Required action: Exactly the lines from the start of the entries through the line with "stroke:#b9a596; stroke-width:3.5; stroke-dasharray:3.5" are required in the output, with no pictures among them.

Available data:
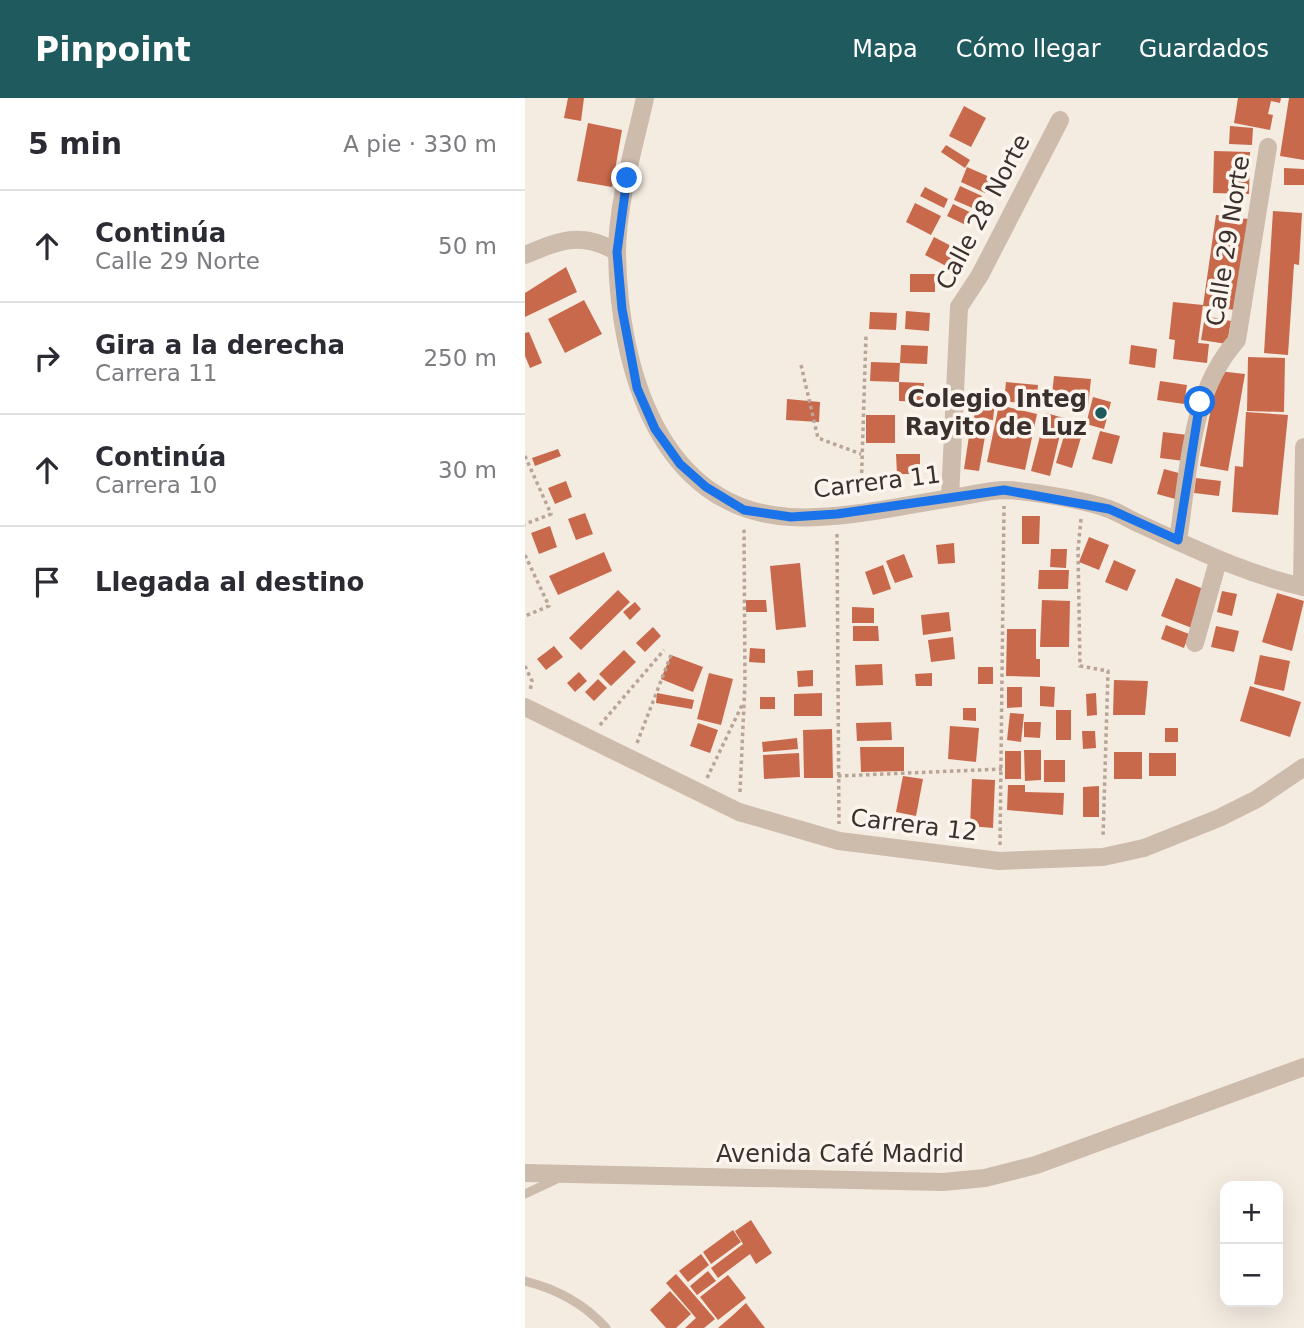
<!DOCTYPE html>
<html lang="es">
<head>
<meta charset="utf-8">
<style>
  body { margin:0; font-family:"DejaVu Sans",sans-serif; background:#f2f2f3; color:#2b2b33 }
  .controls { position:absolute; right:21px; bottom:21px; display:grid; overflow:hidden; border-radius:14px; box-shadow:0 7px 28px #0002 }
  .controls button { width:63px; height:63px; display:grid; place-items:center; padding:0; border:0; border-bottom:2px solid #e1e1e2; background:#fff; color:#2b2b33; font:35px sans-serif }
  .stop { position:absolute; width:21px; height:21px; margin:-16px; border:5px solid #1a73e8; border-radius:50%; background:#fff }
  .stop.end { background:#1a73e8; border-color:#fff; box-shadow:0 2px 7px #0008 }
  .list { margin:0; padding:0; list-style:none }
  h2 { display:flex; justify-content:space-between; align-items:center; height:91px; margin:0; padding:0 28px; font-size:30px }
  h2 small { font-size:23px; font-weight:400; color:#7c7c81 }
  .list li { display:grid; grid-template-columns:46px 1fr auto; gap:21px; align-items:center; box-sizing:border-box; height:112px; padding:0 28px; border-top:2px solid #e1e1e2 }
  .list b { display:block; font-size:26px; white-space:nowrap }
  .list p { margin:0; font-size:23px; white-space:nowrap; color:#7c7c81 }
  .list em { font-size:23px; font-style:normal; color:#7c7c81 }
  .icon { flex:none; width:38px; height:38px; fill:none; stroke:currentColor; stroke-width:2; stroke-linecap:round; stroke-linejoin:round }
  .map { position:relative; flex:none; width:779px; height:1230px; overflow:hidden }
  header { display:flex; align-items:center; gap:42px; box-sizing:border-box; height:98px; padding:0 35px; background:#1f5a5e; color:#fff }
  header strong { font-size:33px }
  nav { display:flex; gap:38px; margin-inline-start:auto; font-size:24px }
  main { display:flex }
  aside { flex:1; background:#fff }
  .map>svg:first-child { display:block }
  .building { fill:#c8694b }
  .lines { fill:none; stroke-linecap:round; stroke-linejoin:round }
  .path { stroke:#b9a596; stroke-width:3.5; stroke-dasharray:3.5 3.5; stroke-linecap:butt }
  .service { stroke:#cdbbac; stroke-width:9 }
  .minor { stroke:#cdbbac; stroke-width:18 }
  .tertiary { stroke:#cdbbac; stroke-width:18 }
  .route { stroke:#1a73e8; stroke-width:9 }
  .poi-dot { fill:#1f5a5e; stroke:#fbf5ee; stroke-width:2.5 }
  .labels { text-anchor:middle; stroke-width:7; stroke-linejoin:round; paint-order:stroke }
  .street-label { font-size:24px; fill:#3b302b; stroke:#fbf5ee }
  .poi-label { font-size:24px; font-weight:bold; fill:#3b302b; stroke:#fbf5ee; text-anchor:end }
</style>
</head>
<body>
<header>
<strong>Pinpoint</strong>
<nav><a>Mapa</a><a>Cómo llegar</a><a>Guardados</a></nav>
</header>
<main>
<aside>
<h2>5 min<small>A pie · 330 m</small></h2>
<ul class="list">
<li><svg class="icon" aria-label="ahead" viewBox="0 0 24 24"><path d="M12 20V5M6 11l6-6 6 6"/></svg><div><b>Continúa</b><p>Calle 29 Norte</p></div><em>50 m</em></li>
<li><svg class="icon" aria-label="right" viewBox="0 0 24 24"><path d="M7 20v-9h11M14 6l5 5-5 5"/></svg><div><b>Gira a la derecha</b><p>Carrera 11</p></div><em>250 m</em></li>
<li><svg class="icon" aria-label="ahead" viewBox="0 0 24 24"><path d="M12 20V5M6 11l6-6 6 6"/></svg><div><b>Continúa</b><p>Carrera 10</p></div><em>30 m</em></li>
<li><svg class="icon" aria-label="arrive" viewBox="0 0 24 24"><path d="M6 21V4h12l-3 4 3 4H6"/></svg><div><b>Llegada al destino</b></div></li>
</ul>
</aside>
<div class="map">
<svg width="779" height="1230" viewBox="0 0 779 1230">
  <rect width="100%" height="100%" fill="#f4ebe1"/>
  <!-- building -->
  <path class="building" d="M 43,0 L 59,0 L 56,23 L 39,20 Z
    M 713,0 L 756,0 L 755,5 L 746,3 L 743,16 L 748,17 L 745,32 L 709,25 Z
    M 764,0 L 779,0 L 779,62 L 755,58 Z
    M 439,8 L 461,20 L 446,49 L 424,38 Z
    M 63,25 L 97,32 L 87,89 L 52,83 Z
    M 705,28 L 728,30 L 727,47 L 704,46 Z
    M 421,47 L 445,62 L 440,70 L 416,54 Z
    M 689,53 L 725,54 L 724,96 L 688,95 Z
    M 442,69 L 467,80 L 460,95 L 436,84 Z
    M 759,70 L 779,71 L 779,87 L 759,87 Z
    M 435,88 L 457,98 L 452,112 L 429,102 Z
    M 400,89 L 423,101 L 419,110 L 395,98 Z
    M 390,105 L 416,118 L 406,137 L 381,124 Z
    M 428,106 L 451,117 L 445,129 L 422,118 Z
    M 748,113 L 777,115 L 774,167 L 769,166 L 763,257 L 739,255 Z
    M 691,117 L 723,121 L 710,212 L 678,208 Z
    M 409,139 L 432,151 L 423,169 L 400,157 Z
    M 41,169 L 52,194 L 0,219 L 0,195 Z
    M 385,176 L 410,176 L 410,194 L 385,194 Z
    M 59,202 L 77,236 L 40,255 L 23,221 Z
    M 648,204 L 678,207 L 673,245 L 684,246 L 682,265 L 648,261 L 650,242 L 644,241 Z
    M 381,213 L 405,215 L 404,233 L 380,231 Z
    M 345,214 L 372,215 L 371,232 L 344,231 Z
    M 680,218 L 706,223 L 702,246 L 676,242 Z
    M 4,234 L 17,265 L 5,270 L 0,258 L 0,235 Z
    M 376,247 L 403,248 L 402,266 L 375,265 Z
    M 606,247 L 632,251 L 630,270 L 604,266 Z
    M 723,259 L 760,260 L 759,314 L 722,313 Z
    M 346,264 L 375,265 L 374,284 L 345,283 Z
    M 693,273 L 720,276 L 703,373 L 675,368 Z
    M 529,278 L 566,281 L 563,309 L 526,306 Z
    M 635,283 L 662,287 L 659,306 L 632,302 Z
    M 374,284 L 399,285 L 398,304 L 374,303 Z
    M 481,284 L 513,287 L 511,307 L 479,303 Z
    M 568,299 L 586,304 L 579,331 L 561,326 Z
    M 262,301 L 295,304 L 294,324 L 261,322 Z
    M 450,301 L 470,303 L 468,322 L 449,320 Z
    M 474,307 L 512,316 L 500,372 L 462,364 Z
    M 721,314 L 763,317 L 753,417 L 707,414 L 710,368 L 718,369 Z
    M 521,315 L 539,320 L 525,378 L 506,373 Z
    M 341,317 L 370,317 L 370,345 L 341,345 Z
    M 544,321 L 560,326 L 547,370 L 531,365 Z
    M 446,325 L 462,327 L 454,373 L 439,371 Z
    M 575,333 L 595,338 L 587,366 L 567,361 Z
    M 638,334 L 663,337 L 659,363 L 635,360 Z
    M 33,351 L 36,358 L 10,368 L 7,360 Z
    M 371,356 L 395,356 L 395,376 L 372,376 Z
    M 639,371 L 661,377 L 654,402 L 632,396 Z
    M 671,380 L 696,383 L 694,398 L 669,395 Z
    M 41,383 L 47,399 L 30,406 L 23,390 Z
    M 60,415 L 68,436 L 51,442 L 43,421 Z
    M 497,418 L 515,418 L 514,446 L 497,446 Z
    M 25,428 L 32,449 L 14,456 L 6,435 Z
    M 564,439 L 584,447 L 574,472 L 554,464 Z
    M 429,445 L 430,465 L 413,466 L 411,447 Z
    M 526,451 L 542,451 L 541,470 L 525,469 Z
    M 79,454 L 87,473 L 33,497 L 24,478 Z
    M 379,456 L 388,479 L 370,485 L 361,463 Z
    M 589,462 L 611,472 L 602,493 L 580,484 Z
    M 275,465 L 281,529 L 251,532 L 245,468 Z
    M 358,467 L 366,491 L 348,497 L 340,474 Z
    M 514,472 L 544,472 L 543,491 L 513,491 Z
    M 651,480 L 681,492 L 667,530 L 636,518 Z
    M 93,492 L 105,504 L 56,552 L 44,540 Z
    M 697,493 L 712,496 L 707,518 L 692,514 Z
    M 752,495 L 779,503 L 767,553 L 737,544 Z
    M 221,502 L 241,502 L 242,514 L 221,514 Z
    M 517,502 L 545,503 L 544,549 L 515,549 Z
    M 110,504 L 116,511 L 105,522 L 98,514 Z
    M 327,509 L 349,510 L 349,525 L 327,525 Z
    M 424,514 L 426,533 L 398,537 L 396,517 Z
    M 641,527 L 664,536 L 659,550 L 636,541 Z
    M 328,528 L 353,528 L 354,543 L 328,543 Z
    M 691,528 L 714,533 L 709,554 L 686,549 Z
    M 128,529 L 136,538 L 120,554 L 111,545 Z
    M 482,531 L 511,531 L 511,561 L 515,561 L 515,579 L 481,578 Z
    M 428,539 L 430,561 L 406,564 L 403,542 Z
    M 29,548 L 38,559 L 21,572 L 12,561 Z
    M 225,550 L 240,551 L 240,565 L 224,564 Z
    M 99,552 L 111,564 L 86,588 L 74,576 Z
    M 146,557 L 178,569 L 168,594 L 136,581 Z
    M 735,557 L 765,563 L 759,593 L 729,586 Z
    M 357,566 L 358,587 L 331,588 L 330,567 Z
    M 453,569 L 468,569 L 468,586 L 453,586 Z
    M 288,572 L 288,588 L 273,589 L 272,573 Z
    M 54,574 L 62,583 L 50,594 L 42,585 Z
    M 184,575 L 208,581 L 196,627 L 172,621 Z
    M 407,575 L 407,588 L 391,588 L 390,576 Z
    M 73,581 L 82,590 L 69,603 L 60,594 Z
    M 589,582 L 623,583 L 620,617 L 588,617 Z
    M 515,588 L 530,589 L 529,609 L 515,608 Z
    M 725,588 L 776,604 L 765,639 L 715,623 Z
    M 482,589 L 497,589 L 497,609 L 482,610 Z
    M 132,595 L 169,602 L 167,611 L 131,605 Z
    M 297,595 L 297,618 L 269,618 L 269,596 Z
    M 571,595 L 572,617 L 562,618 L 561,596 Z
    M 235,599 L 250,599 L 250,611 L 235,611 Z
    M 438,610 L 451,610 L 451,623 L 438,622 Z
    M 531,612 L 546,612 L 546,642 L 531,642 Z
    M 485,615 L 499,616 L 496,644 L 482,642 Z
    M 366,624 L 367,642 L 332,643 L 331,625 Z
    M 499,624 L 516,624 L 515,640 L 499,639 Z
    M 173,625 L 193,632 L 185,655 L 165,648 Z
    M 425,628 L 454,630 L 451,664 L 423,661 Z
    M 640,630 L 653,630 L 653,644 L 640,644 Z
    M 307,631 L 308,680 L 279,680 L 278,632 Z
    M 557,633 L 570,633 L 571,650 L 558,651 Z
    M 272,640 L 273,651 L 238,654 L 237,644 Z
    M 335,649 L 379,649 L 379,673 L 336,674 Z
    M 499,652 L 516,652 L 516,682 L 500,683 Z
    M 480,653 L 496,653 L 496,681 L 480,681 Z
    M 589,654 L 617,654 L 617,681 L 589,681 Z
    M 274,655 L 275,679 L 239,681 L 238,657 Z
    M 624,655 L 651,655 L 651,678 L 624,678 Z
    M 519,662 L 540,662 L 540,684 L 519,684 Z
    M 378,678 L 398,681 L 391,718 L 371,714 Z
    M 447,681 L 470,682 L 468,730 L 445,728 Z
    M 483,687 L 500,687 L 500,694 L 539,695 L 538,717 L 482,712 Z
    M 574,688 L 574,719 L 558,719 L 558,689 Z
    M 226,1122 L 247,1155 L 231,1166 L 225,1156 L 193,1180 L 186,1170 L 218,1146 L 210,1133 Z
    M 208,1132 L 216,1144 L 186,1166 L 178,1154 Z
    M 176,1156 L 184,1167 L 163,1184 L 154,1173 Z
    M 183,1173 L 191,1183 L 172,1197 L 165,1188 Z
    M 151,1176 L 190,1221 L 179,1230 L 160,1230 L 171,1220 L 141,1185 Z
    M 203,1177 L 221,1200 L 193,1222 L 175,1199 Z
    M 145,1193 L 166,1216 L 151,1230 L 141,1230 L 125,1212 Z
    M 221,1205 L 240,1230 L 193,1230 L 207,1218 Z"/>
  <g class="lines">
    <!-- path -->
    <path class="path" d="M 276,267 L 293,340 L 336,356
      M 0,358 L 26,416 L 0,426
      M 336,396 L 341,237
      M 556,421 L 553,452 L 555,568 L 583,573 L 578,740
      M 312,436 L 314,726
      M 0,457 L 24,508 L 0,518
      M 0,568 L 7,583 L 5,593
      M 75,627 L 139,552
      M 112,645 L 146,557
      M 313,678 L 477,671
      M 182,680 L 218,605
      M 215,694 L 220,584 L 219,429
      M 475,747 L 479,408"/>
    <!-- service -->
    <path class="service" d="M 0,1096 L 32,1081
      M 0,1183 C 32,1191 59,1205 81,1230"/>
    <!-- minor -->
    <path class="minor" d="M 120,0 C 109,50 92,105 92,156 C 94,267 132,411 265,419 C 317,422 380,407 432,399 C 447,397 464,392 480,392 C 505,393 560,402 584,411 C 595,415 605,422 617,427 C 670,451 722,477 779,489
      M 0,157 C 36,142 57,133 92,154
      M 425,400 L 434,209 L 455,177 L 535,22
      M 653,442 C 664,374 664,296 712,242 L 743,49
      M 777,489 L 779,349
      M 670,545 L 693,463
      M 0,609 L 214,714 L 314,743 L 474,763 L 578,759 L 619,750 L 694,720 L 732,701 L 779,669"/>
    <!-- tertiary -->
    <path class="tertiary" d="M 0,1075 L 418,1084 L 460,1080 L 511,1067 L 779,969"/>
  </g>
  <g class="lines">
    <!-- route -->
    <path class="route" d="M 102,80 L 92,154 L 97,211 L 112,290 L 130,331 L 155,366 L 181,389 L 219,412 L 266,419 L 312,416 L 479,392 L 584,411 L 653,442 L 675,304"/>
  </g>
  <!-- markers -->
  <circle class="poi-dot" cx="576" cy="315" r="7"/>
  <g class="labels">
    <!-- street labels -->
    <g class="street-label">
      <text transform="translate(458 114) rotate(-62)" y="8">Calle 28 Norte</text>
      <text transform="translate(703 143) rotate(-81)" y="8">Calle 29 Norte</text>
      <text transform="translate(352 384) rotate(-7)" y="8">Carrera 11</text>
      <text transform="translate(389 727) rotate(7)" y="8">Carrera 12</text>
      <text x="315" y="1064">Avenida Café Madrid</text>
    </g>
    <!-- poi labels -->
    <g class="poi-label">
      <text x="562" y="309">Colegio Integ<tspan x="562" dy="28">Rayito de Luz</tspan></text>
    </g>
  </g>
</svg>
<div class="controls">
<button>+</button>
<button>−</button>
</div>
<div class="stop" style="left:675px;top:304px"></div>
<div class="stop end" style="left:102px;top:80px"></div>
</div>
</main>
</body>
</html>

Written response:
<!DOCTYPE html>
<html lang="es">
<head>
<meta charset="utf-8">
<style>
  body { margin:0; font-family:"DejaVu Sans",sans-serif; background:#f2f2f3; color:#2b2b33 }
  .controls { position:absolute; right:21px; bottom:21px; display:grid; overflow:hidden; border-radius:14px; box-shadow:0 7px 28px #0002 }
  .controls button { width:63px; height:63px; display:grid; place-items:center; padding:0; border:0; border-bottom:2px solid #e1e1e2; background:#fff; color:#2b2b33; font:35px sans-serif }
  .stop { position:absolute; width:21px; height:21px; margin:-16px; border:5px solid #1a73e8; border-radius:50%; background:#fff }
  .stop.end { background:#1a73e8; border-color:#fff; box-shadow:0 2px 7px #0008 }
  .list { margin:0; padding:0; list-style:none }
  h2 { display:flex; justify-content:space-between; align-items:center; height:91px; margin:0; padding:0 28px; font-size:30px }
  h2 small { font-size:23px; font-weight:400; color:#7c7c81 }
  .list li { display:grid; grid-template-columns:46px 1fr auto; gap:21px; align-items:center; box-sizing:border-box; height:112px; padding:0 28px; border-top:2px solid #e1e1e2 }
  .list b { display:block; font-size:26px; white-space:nowrap }
  .list p { margin:0; font-size:23px; white-space:nowrap; color:#7c7c81 }
  .list em { font-size:23px; font-style:normal; color:#7c7c81 }
  .icon { flex:none; width:38px; height:38px; fill:none; stroke:currentColor; stroke-width:2; stroke-linecap:round; stroke-linejoin:round }
  .map { position:relative; flex:none; width:779px; height:1230px; overflow:hidden }
  header { display:flex; align-items:center; gap:42px; box-sizing:border-box; height:98px; padding:0 35px; background:#1f5a5e; color:#fff }
  header strong { font-size:33px }
  nav { display:flex; gap:38px; margin-inline-start:auto; font-size:24px }
  main { display:flex }
  aside { flex:1; background:#fff }
  .map>svg:first-child { display:block }
  .building { fill:#c8694b }
  .lines { fill:none; stroke-linecap:round; stroke-linejoin:round }
  .path { stroke:#b9a596; stroke-width:3.5; stroke-dasharray:3.5 3.5; stroke-linecap:butt }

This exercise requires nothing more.